Blanquer recadre les profs !

Rédigé par notre équipe le 26 avril 2018.

Dans notre belle France, faire preuve d’autorité est synonyme de dangereuse dérive. Vouloir imposer la moindre règle aux enseignants est une gageure. Pourtant le ministre de l’Education nationale a publié aujourd’hui quatre recommandations portant sur le français et les mathématiques. Deux matières majeures sur lesquelles reposeront les autres savoirs de tout un parcours scolaire. L’école doit être le lieu de l’apprentissage, de l’instruction et non plus l’antichambre d’une vie sans contrainte où le paraître domine l’être.

Le problème est connu de tous, les solutions aussi, mais dès qu’un ministre de l’Education national fait enfin son boulot, c’est la levée de boucliers du côté des syndicats d’enseignants. Qu’a donc bien pu promettre Jean-Michel Blanquer pour mériter l’hostilité de ces trop puissants syndicats ? A-t-il promis de dégraisser le mammouth comme un de ses déjà lointains prédécesseurs ? Non, il a juste rappelé l’importance de l’apprentissage du français et des mathématiques afin que les petits écoliers enraient une spirale infernale qui les enferme dans une misère intellectuelle crasse.

Vers un bon sens retrouvé ?

Parmi les recommandations où le bon sens prend enfin sa revanche sur l’idéologie, on peut lire que les élèves de primaire auront l’opportunité de faire 15 minutes de calcul mental et une dictée chaque jour. Connaître les tables de multiplication par cœur et étudier 5 à 10 livres an est aussi recommandé. Des choses basiques qui énervent certains, mais qu’il est essentiel de rappeler car l’instruction française s’est égarée depuis trop longtemps. Nul besoin de disserter des heures sur les classements internationaux dans lesquels les élèves français obtiennent des résultats toujours plus mauvais. Il suffit de regarder une rédaction de collégien ou la nécessité d’en demander toujours moins aux élèves pour qu’ils puissent suivre. Le laxisme pédagogique a montré ses terrifiantes limites et il est plus que temps de s’en délivrer.

Les quatre circulaires ministérielles prochainement accompagnées d’un livret de 130 pages consacré au seul apprentissage de la lecture suscitent donc des réactions que l’on pourrait qualifier de peu enthousiastes chez les principaux concernés. La Snuipp-FSU affirme que le problème est ailleurs : « Reconnaître les enseignants, les soutenir, les valoriser et miser sur une vraie formation initiale et continue de qualité seraient de meilleures réponses aux enjeux bien réels posés au système éducatif français ». Il est vrai que la formation des enseignants a de quoi laisser désirer ces dernières années… Mais il est vrai que s’acharner à apprendre aux enfants à lire avec la méthode globale est un drame organisé par une administration folle. Cela doit cesser.

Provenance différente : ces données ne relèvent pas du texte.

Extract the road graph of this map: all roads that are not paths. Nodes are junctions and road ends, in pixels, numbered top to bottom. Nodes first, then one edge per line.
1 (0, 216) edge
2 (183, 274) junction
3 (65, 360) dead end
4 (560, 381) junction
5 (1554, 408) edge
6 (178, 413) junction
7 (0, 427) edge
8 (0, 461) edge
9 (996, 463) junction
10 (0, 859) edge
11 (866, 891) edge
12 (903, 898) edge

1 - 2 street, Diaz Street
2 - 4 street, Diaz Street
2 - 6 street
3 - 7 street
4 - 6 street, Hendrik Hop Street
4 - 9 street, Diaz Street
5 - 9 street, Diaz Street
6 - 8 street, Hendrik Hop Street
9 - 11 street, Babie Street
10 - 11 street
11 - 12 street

Le ministre a été clair sur ce point. « Entre quelque chose qui ne marche pas – la méthode globale – et quelque chose qui fonctionne – la syllabique – il ne peut y avoir de ‘compromis’ mixte ». La méthode syllabique doit se réimposer, mais il existe une autre méthode qui peut poser problème : celle du ministre lui-même. En effet, aussi fondées soit-elles, ses remarques ne sont que des recommandations qui seront suivies ou non en fonction des préférences des enseignants et parfois de leur idéologie. Cela ne change rien à la pauvreté des programmes ni aux manuels de plus en plus mal faits.

Blanquer s’essaie donc à la communication – pour mieux sentir soutien des parents lors du réel affrontement avec les syndicats d’enseignants ? Ce temps là doit exister, mais celui où les mesures sont appliquées avec sérieux devra venir rapidement. Il en va de l’avenir des jeunes générations et de la France dans son ensemble.